Top of TASK INPUT

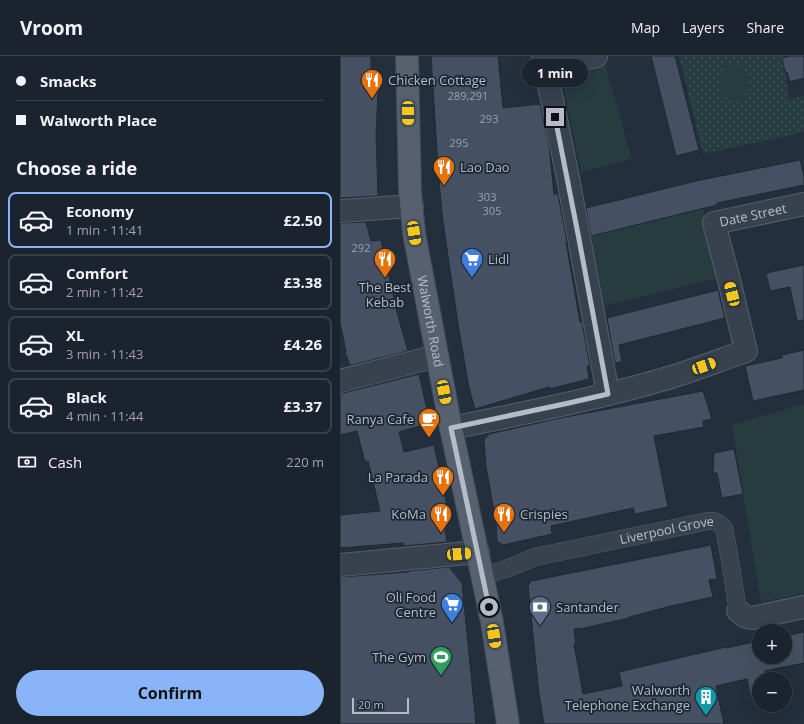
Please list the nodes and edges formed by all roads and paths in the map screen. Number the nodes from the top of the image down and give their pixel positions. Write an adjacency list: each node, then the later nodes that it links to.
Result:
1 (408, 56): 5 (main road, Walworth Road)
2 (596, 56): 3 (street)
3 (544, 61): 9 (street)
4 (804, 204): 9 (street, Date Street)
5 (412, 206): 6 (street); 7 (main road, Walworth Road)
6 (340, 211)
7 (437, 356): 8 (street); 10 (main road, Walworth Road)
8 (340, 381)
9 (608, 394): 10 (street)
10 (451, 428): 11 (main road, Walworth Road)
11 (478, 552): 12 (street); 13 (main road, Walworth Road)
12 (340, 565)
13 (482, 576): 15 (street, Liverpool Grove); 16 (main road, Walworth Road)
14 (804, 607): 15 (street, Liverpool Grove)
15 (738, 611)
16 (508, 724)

Bottom of TASK INPUT

— TASK —
The entries need to be restated exactly, and their pictures left out.

— RESPONSE —
Please list the nodes and edges formed by all roads and paths in the map screen. Number the nodes from the top of the image down and give their pixel positions. Write an adjacency list: each node, then the later nodes that it links to.
Result:
1 (408, 56): 5 (main road, Walworth Road)
2 (596, 56): 3 (street)
3 (544, 61): 9 (street)
4 (804, 204): 9 (street, Date Street)
5 (412, 206): 6 (street); 7 (main road, Walworth Road)
6 (340, 211)
7 (437, 356): 8 (street); 10 (main road, Walworth Road)
8 (340, 381)
9 (608, 394): 10 (street)
10 (451, 428): 11 (main road, Walworth Road)
11 (478, 552): 12 (street); 13 (main road, Walworth Road)
12 (340, 565)
13 (482, 576): 15 (street, Liverpool Grove); 16 (main road, Walworth Road)
14 (804, 607): 15 (street, Liverpool Grove)
15 (738, 611)
16 (508, 724)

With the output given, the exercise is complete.